Although food and nutrition are not linked to the causes of attention deficit hyperactivity disorder (ADHD), there is some research and schools of thought that nutrition and diet can help control the symptoms of ADHD for some people. Foods that feed and nourish the brain are good for your overall health, and they can also be good for those suffering from ADHD.
Some of The Best Foods For ADHD:
High Protein Foods
Eggs, cheese, meats, nuts, soy and low-fat dairy products, just to name a few. Protein-rich foods help the body produce neurotransmitters, which brain cells need in order to communicate with each other. Protein has also been shown to help blood sugar levels to stabilize and not have surges (1,2), which besides being a good choice for diabetics, it can as well help reduce some symptoms of ADHD.
Think vegetables, certain fruits like kiwis, pears, apples, and grapefruit. Other ideas include brown rice, quinoa, butternut squash, sweet potato and lentils. Complex carbohydrates take the body longer to digest and so also help to control blood sugar levels which can lead to less hyperactivity.
These fatty acids are found in foods like salmon, tuna, Brazil nuts, olives, and olive oil. Omega-3s are very important for nerve and brain function. There have been studies showing that an increase in omega-3 intake can reduce ADHD symptoms in some people.
Vitamins and Minerals
Zinc, magnesium, iron and B vitamins are some of the essential minerals and vitamins for a healthy brain. They help with neurotransmitter production and regulation. They have also been linked to improved cognitive functions, like the ability to concentrate.
These minerals and vitamins can be found in foods like seafood, lean meats, poultry, nuts, and soy. We may not always get our full daily amount from our diet, so a multivitamin may be useful. If this is for your child, it is best to consult with your doctor for the right supplements and the right dosage so as not to overdose or interfere with other medications.
Some of The Worst Foods For ADHD:
High Sugar Foods
Candy, sodas, fruit juices (often containing more sugar than actual fruit) and certain cereals may be very tasty and satisfying, but they do your brain and body no good. While there isn’t sufficient evidence as yet that sugar does effect the symptoms of ADHD, some people are more affected by sugar consumption, especially children with ADHD (3).

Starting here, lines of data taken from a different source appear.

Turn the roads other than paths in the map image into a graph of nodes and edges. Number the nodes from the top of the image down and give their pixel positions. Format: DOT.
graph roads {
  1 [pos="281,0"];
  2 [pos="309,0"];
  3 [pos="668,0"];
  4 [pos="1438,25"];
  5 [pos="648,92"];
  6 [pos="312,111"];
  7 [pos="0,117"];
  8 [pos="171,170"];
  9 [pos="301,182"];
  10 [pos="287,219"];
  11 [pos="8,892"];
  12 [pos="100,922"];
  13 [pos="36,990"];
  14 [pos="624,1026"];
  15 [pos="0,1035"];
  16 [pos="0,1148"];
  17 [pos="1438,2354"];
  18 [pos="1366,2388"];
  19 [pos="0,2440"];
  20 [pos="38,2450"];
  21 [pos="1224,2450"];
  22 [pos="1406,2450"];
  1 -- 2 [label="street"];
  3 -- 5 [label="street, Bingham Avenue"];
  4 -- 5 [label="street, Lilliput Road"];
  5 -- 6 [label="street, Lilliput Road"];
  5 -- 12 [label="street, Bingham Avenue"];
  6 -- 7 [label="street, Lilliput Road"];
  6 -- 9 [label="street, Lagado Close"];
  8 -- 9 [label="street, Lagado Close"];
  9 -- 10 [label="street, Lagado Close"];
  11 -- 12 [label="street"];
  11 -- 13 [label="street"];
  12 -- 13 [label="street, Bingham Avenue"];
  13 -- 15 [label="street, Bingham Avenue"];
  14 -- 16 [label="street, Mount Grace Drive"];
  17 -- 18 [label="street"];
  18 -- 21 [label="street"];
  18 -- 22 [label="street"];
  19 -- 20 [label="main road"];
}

In any case, for a healthy diet overall, you should limit the amount of sugar you consume on a daily basis, and beware of the hidden sugar you may be unknowingly consuming in many of the processed foods you find in stores today.
Food Colorants and Preservatives
These are commonly found in some colorful cereals, fruit juices, canned fruits, cake mixes, sauces, and many other processed foods. There has been some evidence to show that certain colorants and preservatives can have an effect on hyperactivity and ADHD, particularly in kids (4).
Some people are allergic to certain foods like wheat, dairy, gluten, peanuts, eggs, soy and shellfish. Allergic reactions have been shown to affect brain functions and levels of hyperactivity. If you have ADHD, eliminating food allergies may improve your condition.
You find this devilish stimulant in energy drinks, sodas, and everyone’s favorite morning drink: coffee. Caffeine is known to cause irritability, hyperactivity and inattention, in addition to other nasty side effects (5).
Overall with diet and ADHD, there is still a lot of research to be done to find conclusive evidence of what may help things like hyperactivity and levels of focus, irritability and attention. However, if you or a family member have been diagnosed with ADHD, then looking at daily diet is important.
As each of us is an individual, it is worth looking at the types of foods listed above and noting which ones have more of an effect on you. This will help each individual to know their own triggers and thus eliminate or add certain foods to their diet which may help improve some of the symptoms and keep the condition under control.